EDINBURGH – Tasmina Ahmed-Sheikh, the first Scottish Muslim woman Member of Parliament in Westminster, said on Thursday, October 15, that Muslim women will fight for their rights across the world, stressing that terrorist groups are the antidote to her faith.
“I think space needs to be created for women across the world, and particularly women in the Muslim world, because we have a sense of validity when we talk about our religion,” Tasmina said in an exclusive interview to Al Arabiya English.
A member of the Scottish National Party, Tasmina has been Member of Parliament (MP) for Ochil and South Perthshire since May 2015.
Tasmina said that we need to make sure that women across the world have an opportunity to work together and try and find a solution to combat whatever is driving people to these actions that are certainly not representative of Islam.
“One of my plans is to introduce an annual international Muslim women parliamentarian summit,” Tasmina said.
“The idea is to bring Muslim women parliamentarians from all over the world to talk about how we can share our good policies in action and what we can do to alleviate poverty and have a different narrative about Islam and about what Muslim women stand for,” she said.
Scotland has about 75,000 Muslims. About 40% of them live in Glasgow.
Muslims are the second largest religious group in the country, which has around thirty mosques.
Amid rising challenges facing Muslims in the west, the Muslim MP confirmed that the so-called Islamic State is actually the antidote to Islam.
“Da’esh (ISIS) doesn’t represent Islam indeed and, in fact, I feel that Islam is the anti-dote to ISIS,” she said.
Burkini ban was another issue that raised controversy surrounding Muslim women in Europe and France in particular.
“Women have had to fight for every single right that they now have and we will continue to fight it,” she said, adding that it should entirely and always be a matter for women [to decide].

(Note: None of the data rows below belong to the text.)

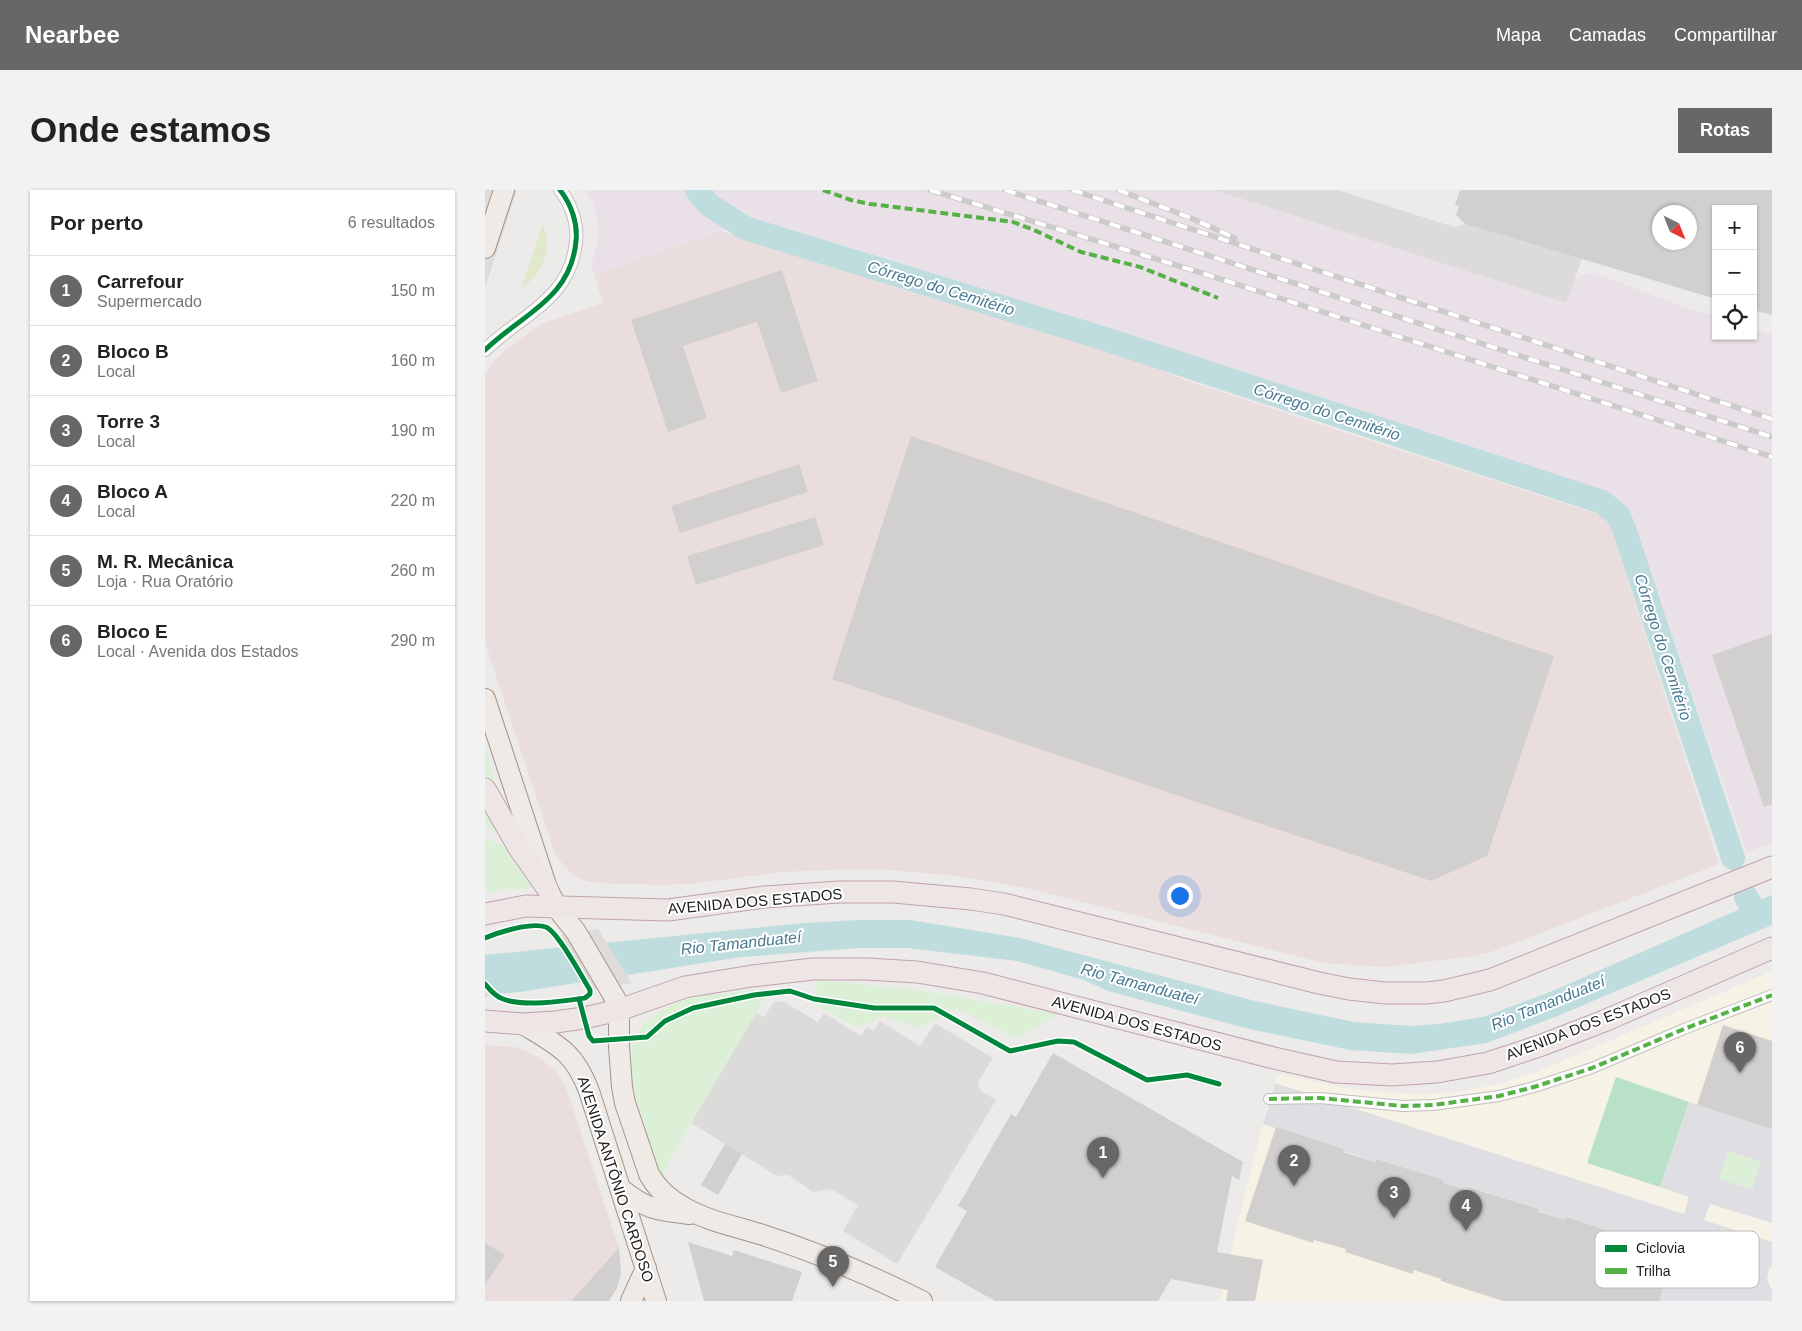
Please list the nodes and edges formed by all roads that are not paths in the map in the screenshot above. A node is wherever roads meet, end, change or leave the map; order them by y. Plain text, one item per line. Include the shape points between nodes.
1 (504, 190) edge
2 (561, 190) edge
3 (485, 248) edge
4 (485, 350) edge
5 (485, 698) edge
6 (485, 789) edge
7 (1772, 867) edge
8 (547, 888) junction
9 (557, 908) junction
10 (485, 914) edge
11 (1772, 948) edge
12 (1772, 995) edge
13 (485, 1005) edge
14 (619, 1010) junction
15 (492, 1021) edge
16 (523, 1024) junction
17 (1269, 1099) dead end
18 (621, 1189) junction
19 (700, 1215) junction
20 (646, 1268) junction
21 (631, 1301) edge
22 (656, 1301) edge
23 (922, 1301) edge

1 - 3 main road
2 - 4 street via 575,220 577,236 571,266 544,304
5 - 8 main road
6 - 8 highway
7 - 9 highway, AVENIDA DOS ESTADOS via 1490,980 1444,991 1406,994 1319,983 1004,904 953,897 839,892 765,897 668,910
8 - 9 main road
9 - 10 highway, AVENIDA DOS ESTADOS via 526,906
9 - 14 main road via 576,932
11 - 14 highway, AVENIDA DOS ESTADOS via 1542,1045 1488,1063 1437,1072 1392,1075 1336,1072 983,983 917,972 813,969 752,976 685,987
12 - 17 street via 1592,1068 1499,1096 1403,1106 1319,1098
13 - 15 highway
14 - 16 highway, AVENIDA DOS ESTADOS via 555,1022
14 - 19 main road via 622,1087 649,1174 665,1194
15 - 16 highway, AVENIDA DOS ESTADOS
16 - 18 main road, AVENIDA ANTÔNIO CARDOSO via 557,1045 578,1065
18 - 19 main road via 647,1207
18 - 20 main road, AVENIDA ANTÔNIO CARDOSO
19 - 23 main road via 825,1259
20 - 21 main road
20 - 22 main road, AVENIDA ANTÔNIO CARDOSO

Tasmina said that she has faith in the American people and hopes that they will see through some of “the horrendous rhetoric, not the least in terms of what has been said about Muslims, wouldn’t be welcome in America”.
“I was the first in the House of Commons to ask the then Home Secretary Theresa May, who is now Prime Minister, to treat such rhetoric in the same manner we should treat other hate preachers. So let us see what happens,” she said in the interview.
The growing trend of right-wing politics in Europe was another challenge and circumstances that led to Brexit.
“Unfortunately for the people of UK, the European referendum was fought in the backdrop of anti-immigrant sentiment,” she said.
“This is not good for United Kingdom, and for our standing in the world. We would challenge all of this rhetoric because we want to be part of a world that welcomes each other,” Tasmina said.